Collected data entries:
========================

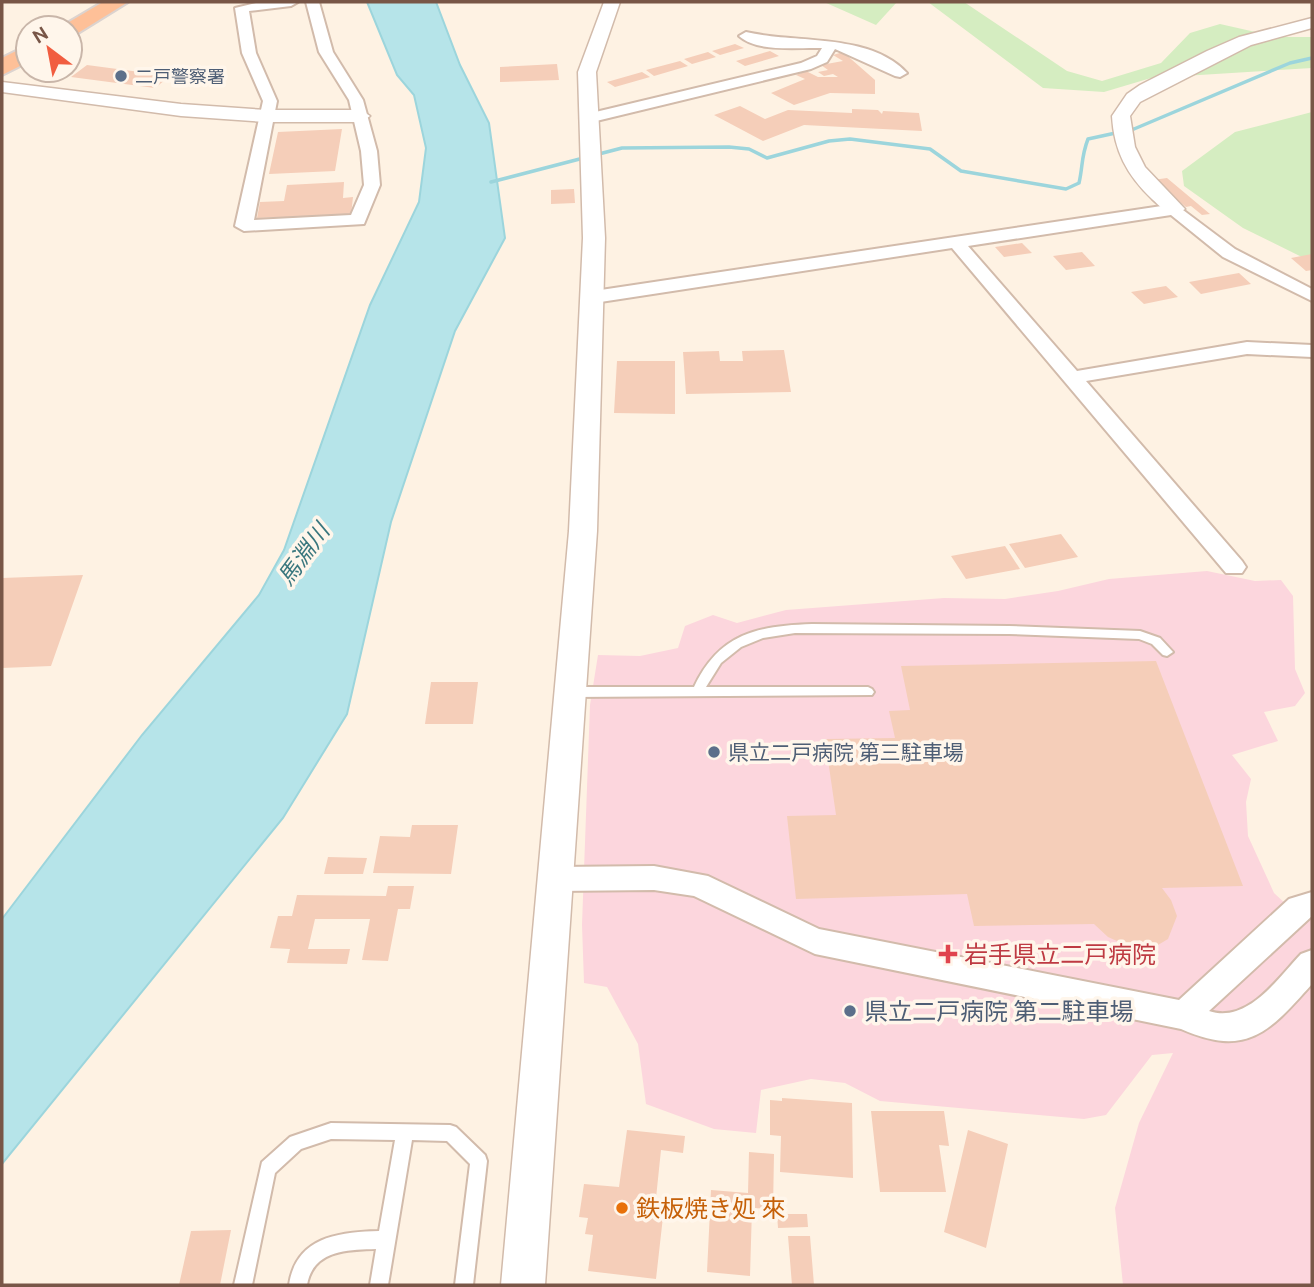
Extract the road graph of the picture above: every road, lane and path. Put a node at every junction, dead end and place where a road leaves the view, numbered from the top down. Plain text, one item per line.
1 (118, 2) edge
2 (291, 2) edge
3 (313, 2) edge
4 (612, 2) edge
5 (84, 20) edge
6 (1312, 23) edge
7 (746, 36) dead end
8 (831, 44) junction
9 (900, 73) dead end
10 (2, 87) edge
11 (266, 116) junction
12 (360, 116) junction
13 (588, 118) junction
14 (1175, 209) junction
15 (955, 241) junction
16 (1312, 296) edge
17 (594, 297) junction
18 (1312, 351) edge
19 (1071, 378) junction
20 (1234, 567) dead end
21 (1167, 652) dead end
22 (571, 692) junction
23 (698, 692) junction
24 (868, 692) dead end
25 (557, 879) junction
26 (1312, 904) edge
27 (1312, 963) edge
28 (1184, 1015) junction
29 (405, 1132) junction
30 (386, 1240) junction
31 (243, 1285) edge
32 (298, 1285) edge
33 (379, 1285) edge
34 (464, 1285) edge
35 (523, 1285) edge

1 - 5 highway
2 - 11 street
3 - 12 street
4 - 13 street
6 - 14 street
7 - 8 street
8 - 9 street
8 - 13 street
10 - 11 street
11 - 12 street
11 - 12 street
13 - 17 street
14 - 15 street
14 - 16 street
15 - 17 street
15 - 19 street
17 - 22 street
18 - 19 street
19 - 20 street
21 - 23 lane
22 - 23 lane
22 - 25 street
23 - 24 lane
25 - 28 street
25 - 35 street
26 - 28 street
27 - 28 street
29 - 30 lane
29 - 31 lane
29 - 34 lane
30 - 32 lane
30 - 33 lane

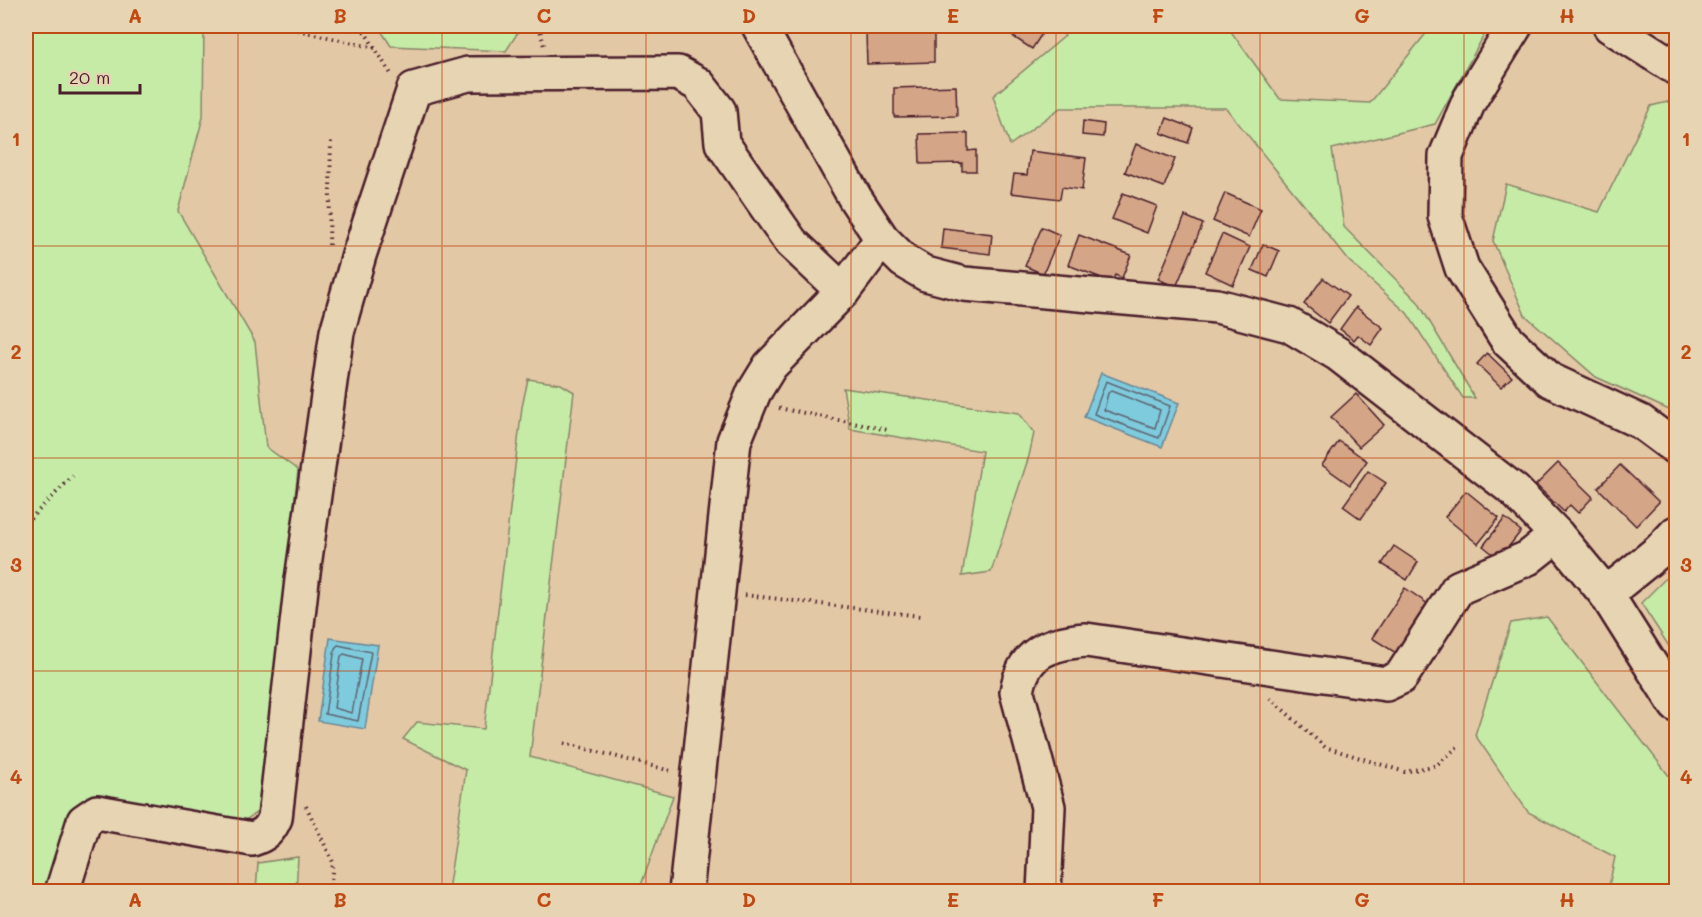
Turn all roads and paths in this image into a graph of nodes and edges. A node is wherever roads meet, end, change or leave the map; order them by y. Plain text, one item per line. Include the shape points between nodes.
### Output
1 (280, 26) edge
2 (361, 26) edge
3 (759, 26) edge
4 (1515, 26) edge
5 (1610, 26) edge
6 (375, 48) junction
7 (1677, 68) edge
8 (414, 89) junction
9 (331, 140) dead end
10 (882, 238) junction
11 (329, 247) dead end
12 (843, 291) junction
13 (754, 392) junction
14 (888, 430) dead end
15 (1677, 448) edge
16 (73, 476) dead end
17 (26, 523) edge
18 (1677, 533) edge
19 (1557, 535) junction
20 (718, 592) junction
21 (1606, 594) junction
22 (920, 616) dead end
23 (1268, 696) dead end
24 (1677, 705) edge
25 (564, 743) dead end
26 (1460, 745) dead end
27 (698, 778) junction
28 (303, 799) dead end
29 (62, 891) edge
30 (330, 891) edge
31 (686, 891) edge
32 (1044, 891) edge

1 - 6 path
2 - 6 path
3 - 10 street via 855,198
4 - 15 street via 1469,101 1446,156 1445,216 1462,268 1508,341 1550,380 1641,422
5 - 7 street
6 - 8 path via 392,76
8 - 12 street via 468,74 678,73 698,84 719,111 722,143 791,242
8 - 29 street via 337,332 302,580 275,818 264,835 252,838 97,812 84,821
9 - 11 path
10 - 12 street
10 - 19 street via 904,261 926,274 964,284 1217,306 1288,325 1338,354 1515,491
12 - 13 street via 770,366
13 - 14 path via 782,411
13 - 20 street via 734,441
16 - 17 path
18 - 21 street
19 - 21 street
19 - 32 street via 1528,558 1458,588 1401,677 1386,684 1086,639 1047,647 1030,659 1019,674 1017,692 1048,807
20 - 22 path
20 - 27 street
21 - 24 street
23 - 26 path via 1325,747 1405,772 1437,765
25 - 27 path
27 - 31 street
28 - 30 path via 333,862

========================

> **WHAT YOU SHOULD DO**: Pictures stay out; the data above is to be returned exactly.

> **ANSWER TO THIS PROBLEM**:
Extract the road graph of the picture above: every road, lane and path. Put a node at every junction, dead end and place where a road leaves the view, numbered from the top down. Plain text, one item per line.
1 (118, 2) edge
2 (291, 2) edge
3 (313, 2) edge
4 (612, 2) edge
5 (84, 20) edge
6 (1312, 23) edge
7 (746, 36) dead end
8 (831, 44) junction
9 (900, 73) dead end
10 (2, 87) edge
11 (266, 116) junction
12 (360, 116) junction
13 (588, 118) junction
14 (1175, 209) junction
15 (955, 241) junction
16 (1312, 296) edge
17 (594, 297) junction
18 (1312, 351) edge
19 (1071, 378) junction
20 (1234, 567) dead end
21 (1167, 652) dead end
22 (571, 692) junction
23 (698, 692) junction
24 (868, 692) dead end
25 (557, 879) junction
26 (1312, 904) edge
27 (1312, 963) edge
28 (1184, 1015) junction
29 (405, 1132) junction
30 (386, 1240) junction
31 (243, 1285) edge
32 (298, 1285) edge
33 (379, 1285) edge
34 (464, 1285) edge
35 (523, 1285) edge

1 - 5 highway
2 - 11 street
3 - 12 street
4 - 13 street
6 - 14 street
7 - 8 street
8 - 9 street
8 - 13 street
10 - 11 street
11 - 12 street
11 - 12 street
13 - 17 street
14 - 15 street
14 - 16 street
15 - 17 street
15 - 19 street
17 - 22 street
18 - 19 street
19 - 20 street
21 - 23 lane
22 - 23 lane
22 - 25 street
23 - 24 lane
25 - 28 street
25 - 35 street
26 - 28 street
27 - 28 street
29 - 30 lane
29 - 31 lane
29 - 34 lane
30 - 32 lane
30 - 33 lane

Turn all roads and paths in this image into a graph of nodes and edges. A node is wherever roads meet, end, change or leave the map; order them by y. Plain text, one item per line. Include the shape points between nodes.
### Output
1 (280, 26) edge
2 (361, 26) edge
3 (759, 26) edge
4 (1515, 26) edge
5 (1610, 26) edge
6 (375, 48) junction
7 (1677, 68) edge
8 (414, 89) junction
9 (331, 140) dead end
10 (882, 238) junction
11 (329, 247) dead end
12 (843, 291) junction
13 (754, 392) junction
14 (888, 430) dead end
15 (1677, 448) edge
16 (73, 476) dead end
17 (26, 523) edge
18 (1677, 533) edge
19 (1557, 535) junction
20 (718, 592) junction
21 (1606, 594) junction
22 (920, 616) dead end
23 (1268, 696) dead end
24 (1677, 705) edge
25 (564, 743) dead end
26 (1460, 745) dead end
27 (698, 778) junction
28 (303, 799) dead end
29 (62, 891) edge
30 (330, 891) edge
31 (686, 891) edge
32 (1044, 891) edge

1 - 6 path
2 - 6 path
3 - 10 street via 855,198
4 - 15 street via 1469,101 1446,156 1445,216 1462,268 1508,341 1550,380 1641,422
5 - 7 street
6 - 8 path via 392,76
8 - 12 street via 468,74 678,73 698,84 719,111 722,143 791,242
8 - 29 street via 337,332 302,580 275,818 264,835 252,838 97,812 84,821
9 - 11 path
10 - 12 street
10 - 19 street via 904,261 926,274 964,284 1217,306 1288,325 1338,354 1515,491
12 - 13 street via 770,366
13 - 14 path via 782,411
13 - 20 street via 734,441
16 - 17 path
18 - 21 street
19 - 21 street
19 - 32 street via 1528,558 1458,588 1401,677 1386,684 1086,639 1047,647 1030,659 1019,674 1017,692 1048,807
20 - 22 path
20 - 27 street
21 - 24 street
23 - 26 path via 1325,747 1405,772 1437,765
25 - 27 path
27 - 31 street
28 - 30 path via 333,862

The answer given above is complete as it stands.